◆ **RECORDS**
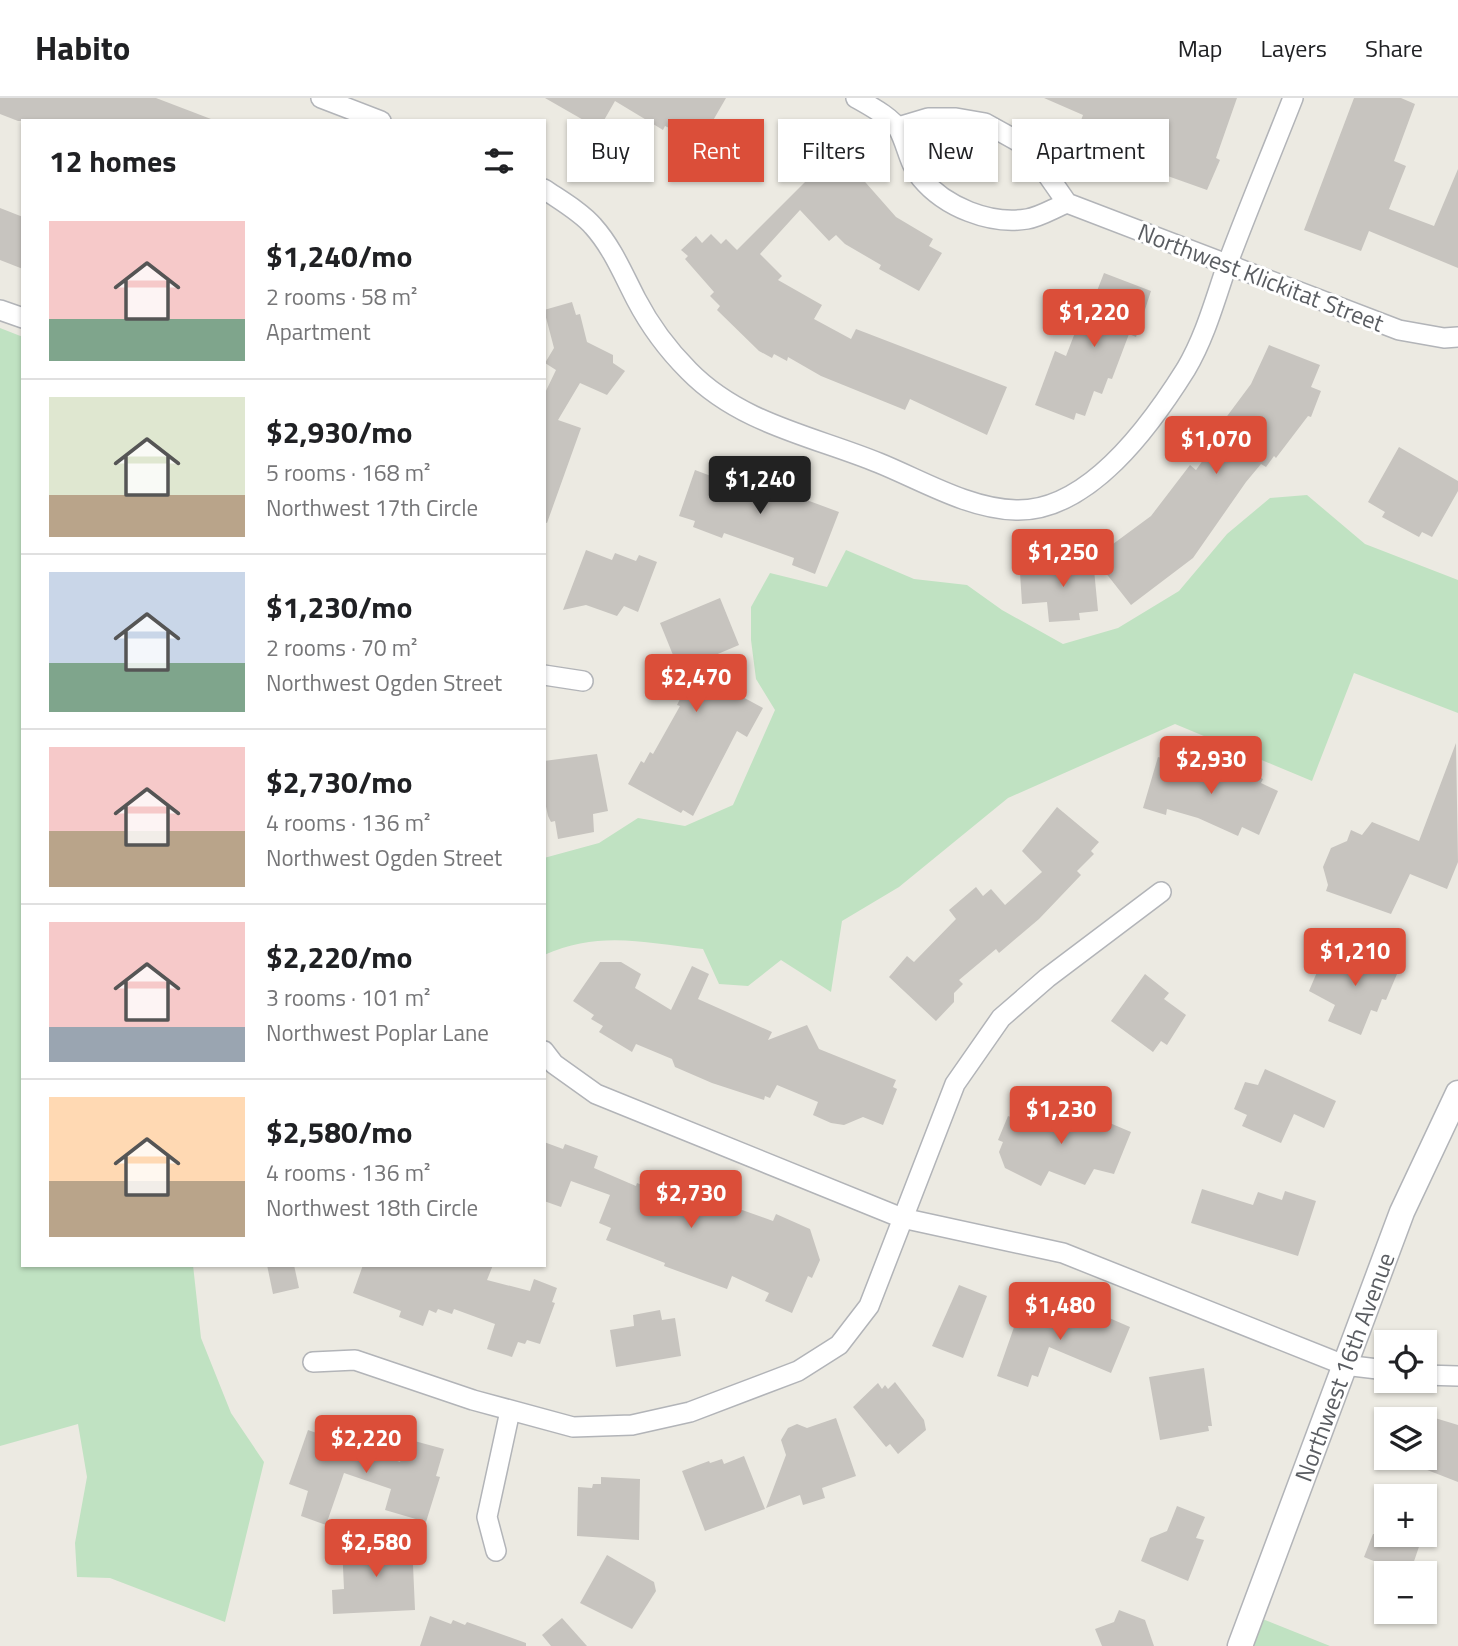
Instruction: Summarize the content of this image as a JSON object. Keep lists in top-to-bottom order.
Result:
{
  "streets": {
    "street": ["Northwest Klickitat Street", "Northwest 16th Avenue"]
  },
  "page": {
    "header": "Habito",
    "nav": ["Map", "Layers", "Share"],
    "chip": [
      "Buy",
      "Rent",
      "Filters",
      "New",
      "Apartment"
    ],
    "heading": "12 homes",
    "list": [
      {
        "name": "$1,240/mo",
        "note": "2 rooms · 58 m² · Apartment"
      },
      {
        "name": "$2,930/mo",
        "note": "5 rooms · 168 m² · Northwest 17th Circle"
      },
      {
        "name": "$1,230/mo",
        "note": "2 rooms · 70 m² · Northwest Ogden Street"
      },
      {
        "name": "$2,730/mo",
        "note": "4 rooms · 136 m² · Northwest Ogden Street"
      },
      {
        "name": "$2,220/mo",
        "note": "3 rooms · 101 m² · Northwest Poplar Lane"
      },
      {
        "name": "$2,580/mo",
        "note": "4 rooms · 136 m² · Northwest 18th Circle"
      }
    ],
    "price": [
      "$1,220",
      "$1,070",
      "$1,240",
      "$1,250",
      "$2,470",
      "$2,930",
      "$1,210",
      "$1,230",
      "$2,730",
      "$1,480",
      "$2,220",
      "$2,580"
    ],
    "map_buttons": ["+", "−"]
  }
}
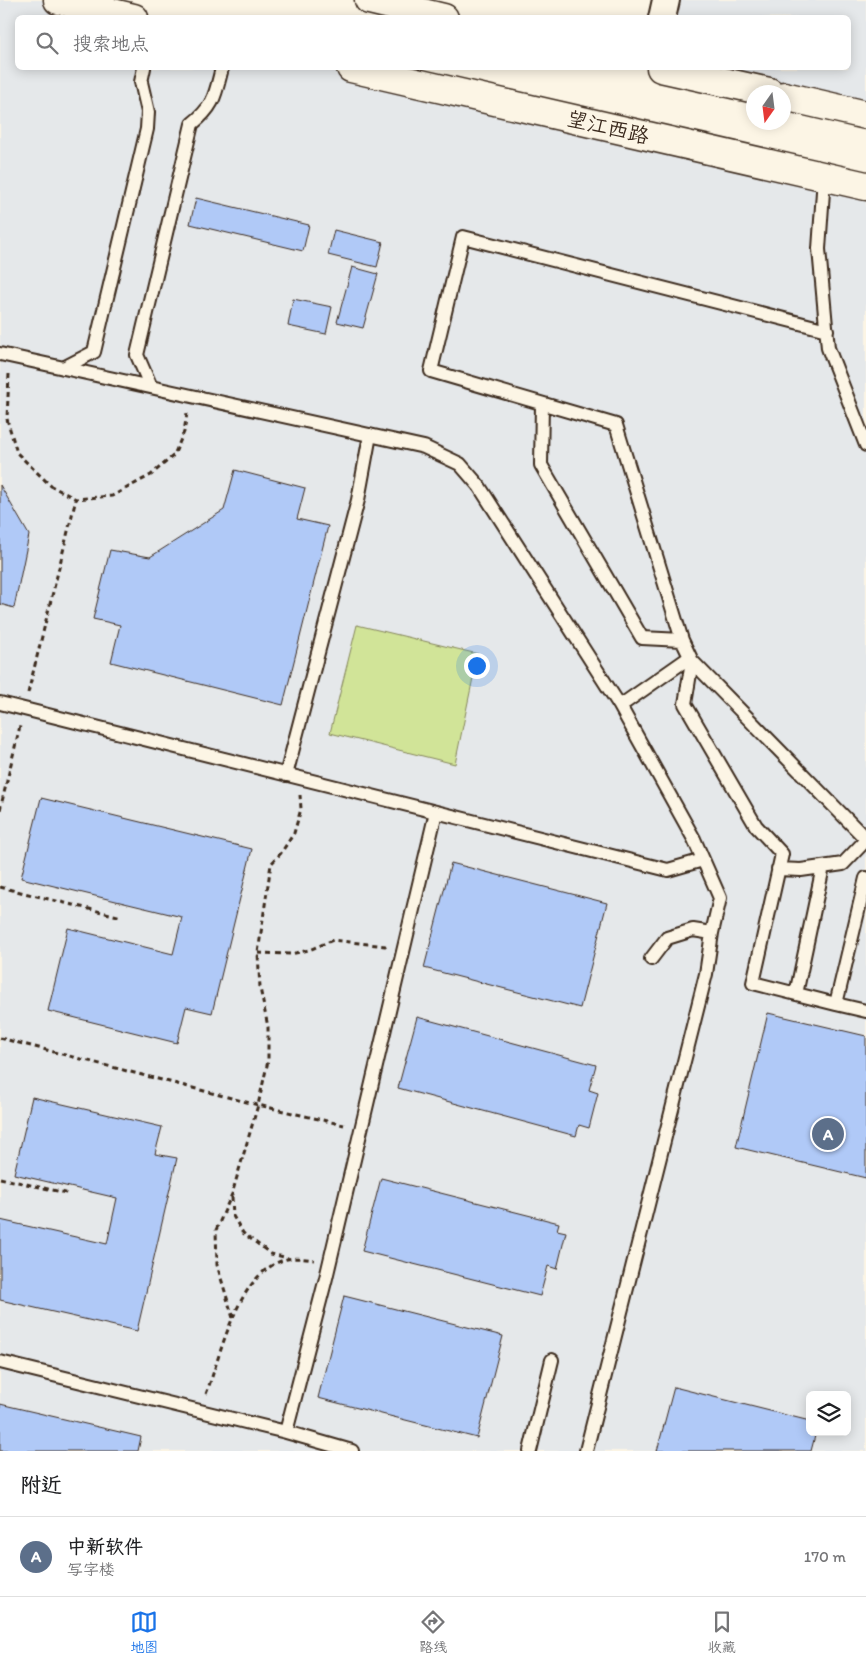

◆ **EXERCISE GOAL**
Verbatim copy with pictures excluded: write out the records above in full.

◆ **OUTPUT FOR THIS EXERCISE**
Instruction: Summarize the content of this image as a JSON object. Keep lists in top-to-bottom order.
Result:
{
  "streets": {
    "street": ["Northwest Klickitat Street", "Northwest 16th Avenue"]
  },
  "page": {
    "header": "Habito",
    "nav": ["Map", "Layers", "Share"],
    "chip": [
      "Buy",
      "Rent",
      "Filters",
      "New",
      "Apartment"
    ],
    "heading": "12 homes",
    "list": [
      {
        "name": "$1,240/mo",
        "note": "2 rooms · 58 m² · Apartment"
      },
      {
        "name": "$2,930/mo",
        "note": "5 rooms · 168 m² · Northwest 17th Circle"
      },
      {
        "name": "$1,230/mo",
        "note": "2 rooms · 70 m² · Northwest Ogden Street"
      },
      {
        "name": "$2,730/mo",
        "note": "4 rooms · 136 m² · Northwest Ogden Street"
      },
      {
        "name": "$2,220/mo",
        "note": "3 rooms · 101 m² · Northwest Poplar Lane"
      },
      {
        "name": "$2,580/mo",
        "note": "4 rooms · 136 m² · Northwest 18th Circle"
      }
    ],
    "price": [
      "$1,220",
      "$1,070",
      "$1,240",
      "$1,250",
      "$2,470",
      "$2,930",
      "$1,210",
      "$1,230",
      "$2,730",
      "$1,480",
      "$2,220",
      "$2,580"
    ],
    "map_buttons": ["+", "−"]
  }
}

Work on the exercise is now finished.